» **TASK**
The reply should hold every line of the data below, unchanged, and none of the pictures.

[Opening TASK INPUTS section]

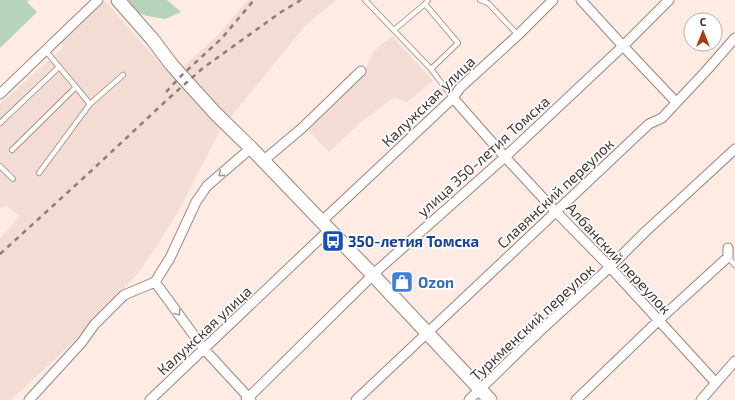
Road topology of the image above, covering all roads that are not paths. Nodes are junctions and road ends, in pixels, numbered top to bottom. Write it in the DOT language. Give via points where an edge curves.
graph roads {
  1 [pos="98,0"];
  2 [pos="118,0"];
  3 [pos="365,0"];
  4 [pos="480,0"];
  5 [pos="553,0"];
  6 [pos="581,0"];
  7 [pos="669,0"];
  8 [pos="426,2"];
  9 [pos="394,30"];
  10 [pos="518,35"];
  11 [pos="735,39"];
  12 [pos="622,46"];
  13 [pos="45,50"];
  14 [pos="59,67"];
  15 [pos="431,69"];
  16 [pos="361,71"];
  17 [pos="123,75"];
  18 [pos="76,87"];
  19 [pos="0,94"];
  20 [pos="453,98"];
  21 [pos="676,102"];
  22 [pos="90,104"];
  23 [pos="0,123"];
  24 [pos="251,148"];
  25 [pos="735,149"];
  26 [pos="12,150"];
  27 [pos="505,157"];
  28 [pos="263,161"];
  29 [pos="0,166"];
  30 [pos="39,172"];
  31 [pos="13,179"];
  32 [pos="556,212"];
  33 [pos="325,226"];
  34 [pos="728,248"];
  35 [pos="728,257"];
  36 [pos="735,264"];
  37 [pos="610,267"];
  38 [pos="373,275"];
  39 [pos="155,282"];
  40 [pos="659,320"];
  41 [pos="427,333"];
  42 [pos="204,349"];
  43 [pos="735,361"];
  44 [pos="716,383"];
  45 [pos="480,390"];
  46 [pos="249,399"];
  47 [pos="29,400"];
  48 [pos="150,400"];
  49 [pos="356,400"];
  50 [pos="469,400"];
  51 [pos="490,400"];
  52 [pos="576,400"];
  53 [pos="701,400"];
  1 -- 13 [label="street"];
  2 -- 24 [label="street" via="215,113"];
  3 -- 9 [label="lane"];
  4 -- 10 [label="lane" via="488,3"];
  5 -- 10 [label="street, Калужская улица"];
  6 -- 12 [label="street"];
  7 -- 12 [label="street, улица 350-летия Томска"];
  8 -- 9 [label="lane"];
  8 -- 15 [label="lane" via="458,43"];
  9 -- 15 [label="lane"];
  10 -- 20 [label="street, Калужская улица" via="460,88"];
  11 -- 21 [label="street, Славянский переулок"];
  12 -- 21 [label="street"];
  12 -- 27 [label="street, улица 350-летия Томска"];
  13 -- 14 [label="lane"];
  13 -- 19 [label="street"];
  14 -- 18 [label="lane"];
  14 -- 23 [label="lane"];
  15 -- 20 [label="lane"];
  16 -- 28 [label="street" via="302,128"];
  17 -- 22 [label="lane"];
  18 -- 22 [label="lane"];
  18 -- 26 [label="lane"];
  20 -- 27 [label="street, Албанский переулок"];
  20 -- 33 [label="street, Калужская улица"];
  21 -- 32 [label="street, Славянский переулок" via="662,118 649,124"];
  22 -- 30 [label="lane"];
  24 -- 28 [label="street"];
  24 -- 39 [label="street, one-way" via="207,186 196,202 170,258"];
  25 -- 37 [label="street, Туркменский переулок"];
  27 -- 32 [label="street, Албанский переулок"];
  27 -- 38 [label="street, улица 350-летия Томска"];
  28 -- 33 [label="street"];
  29 -- 31 [label="lane"];
  32 -- 37 [label="street, Албанский переулок"];
  32 -- 41 [label="street, Славянский переулок"];
  33 -- 38 [label="street"];
  33 -- 42 [label="street, Калужская улица"];
  34 -- 35 [label="street"];
  35 -- 36 [label="lane"];
  35 -- 40 [label="street"];
  37 -- 40 [label="street, Албанский переулок"];
  37 -- 45 [label="street, Туркменский переулок"];
  38 -- 41 [label="street"];
  38 -- 46 [label="street, улица 350-летия Томска"];
  39 -- 42 [label="street, one-way"];
  39 -- 47 [label="street" via="124,295 94,325 82,342"];
  40 -- 44 [label="street, Албанский переулок"];
  40 -- 52 [label="street"];
  41 -- 45 [label="street"];
  41 -- 49 [label="street, Славянский переулок"];
  42 -- 46 [label="street"];
  42 -- 48 [label="street, Калужская улица"];
  43 -- 44 [label="street"];
  44 -- 53 [label="street"];
  45 -- 50 [label="street, Туркменский переулок"];
  45 -- 51 [label="street"];
}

[Closing TASK INPUTS section]

» **RESPONSE TO THIS TASK**
Road topology of the image above, covering all roads that are not paths. Nodes are junctions and road ends, in pixels, numbered top to bottom. Write it in the DOT language. Give via points where an edge curves.
graph roads {
  1 [pos="98,0"];
  2 [pos="118,0"];
  3 [pos="365,0"];
  4 [pos="480,0"];
  5 [pos="553,0"];
  6 [pos="581,0"];
  7 [pos="669,0"];
  8 [pos="426,2"];
  9 [pos="394,30"];
  10 [pos="518,35"];
  11 [pos="735,39"];
  12 [pos="622,46"];
  13 [pos="45,50"];
  14 [pos="59,67"];
  15 [pos="431,69"];
  16 [pos="361,71"];
  17 [pos="123,75"];
  18 [pos="76,87"];
  19 [pos="0,94"];
  20 [pos="453,98"];
  21 [pos="676,102"];
  22 [pos="90,104"];
  23 [pos="0,123"];
  24 [pos="251,148"];
  25 [pos="735,149"];
  26 [pos="12,150"];
  27 [pos="505,157"];
  28 [pos="263,161"];
  29 [pos="0,166"];
  30 [pos="39,172"];
  31 [pos="13,179"];
  32 [pos="556,212"];
  33 [pos="325,226"];
  34 [pos="728,248"];
  35 [pos="728,257"];
  36 [pos="735,264"];
  37 [pos="610,267"];
  38 [pos="373,275"];
  39 [pos="155,282"];
  40 [pos="659,320"];
  41 [pos="427,333"];
  42 [pos="204,349"];
  43 [pos="735,361"];
  44 [pos="716,383"];
  45 [pos="480,390"];
  46 [pos="249,399"];
  47 [pos="29,400"];
  48 [pos="150,400"];
  49 [pos="356,400"];
  50 [pos="469,400"];
  51 [pos="490,400"];
  52 [pos="576,400"];
  53 [pos="701,400"];
  1 -- 13 [label="street"];
  2 -- 24 [label="street" via="215,113"];
  3 -- 9 [label="lane"];
  4 -- 10 [label="lane" via="488,3"];
  5 -- 10 [label="street, Калужская улица"];
  6 -- 12 [label="street"];
  7 -- 12 [label="street, улица 350-летия Томска"];
  8 -- 9 [label="lane"];
  8 -- 15 [label="lane" via="458,43"];
  9 -- 15 [label="lane"];
  10 -- 20 [label="street, Калужская улица" via="460,88"];
  11 -- 21 [label="street, Славянский переулок"];
  12 -- 21 [label="street"];
  12 -- 27 [label="street, улица 350-летия Томска"];
  13 -- 14 [label="lane"];
  13 -- 19 [label="street"];
  14 -- 18 [label="lane"];
  14 -- 23 [label="lane"];
  15 -- 20 [label="lane"];
  16 -- 28 [label="street" via="302,128"];
  17 -- 22 [label="lane"];
  18 -- 22 [label="lane"];
  18 -- 26 [label="lane"];
  20 -- 27 [label="street, Албанский переулок"];
  20 -- 33 [label="street, Калужская улица"];
  21 -- 32 [label="street, Славянский переулок" via="662,118 649,124"];
  22 -- 30 [label="lane"];
  24 -- 28 [label="street"];
  24 -- 39 [label="street, one-way" via="207,186 196,202 170,258"];
  25 -- 37 [label="street, Туркменский переулок"];
  27 -- 32 [label="street, Албанский переулок"];
  27 -- 38 [label="street, улица 350-летия Томска"];
  28 -- 33 [label="street"];
  29 -- 31 [label="lane"];
  32 -- 37 [label="street, Албанский переулок"];
  32 -- 41 [label="street, Славянский переулок"];
  33 -- 38 [label="street"];
  33 -- 42 [label="street, Калужская улица"];
  34 -- 35 [label="street"];
  35 -- 36 [label="lane"];
  35 -- 40 [label="street"];
  37 -- 40 [label="street, Албанский переулок"];
  37 -- 45 [label="street, Туркменский переулок"];
  38 -- 41 [label="street"];
  38 -- 46 [label="street, улица 350-летия Томска"];
  39 -- 42 [label="street, one-way"];
  39 -- 47 [label="street" via="124,295 94,325 82,342"];
  40 -- 44 [label="street, Албанский переулок"];
  40 -- 52 [label="street"];
  41 -- 45 [label="street"];
  41 -- 49 [label="street, Славянский переулок"];
  42 -- 46 [label="street"];
  42 -- 48 [label="street, Калужская улица"];
  43 -- 44 [label="street"];
  44 -- 53 [label="street"];
  45 -- 50 [label="street, Туркменский переулок"];
  45 -- 51 [label="street"];
}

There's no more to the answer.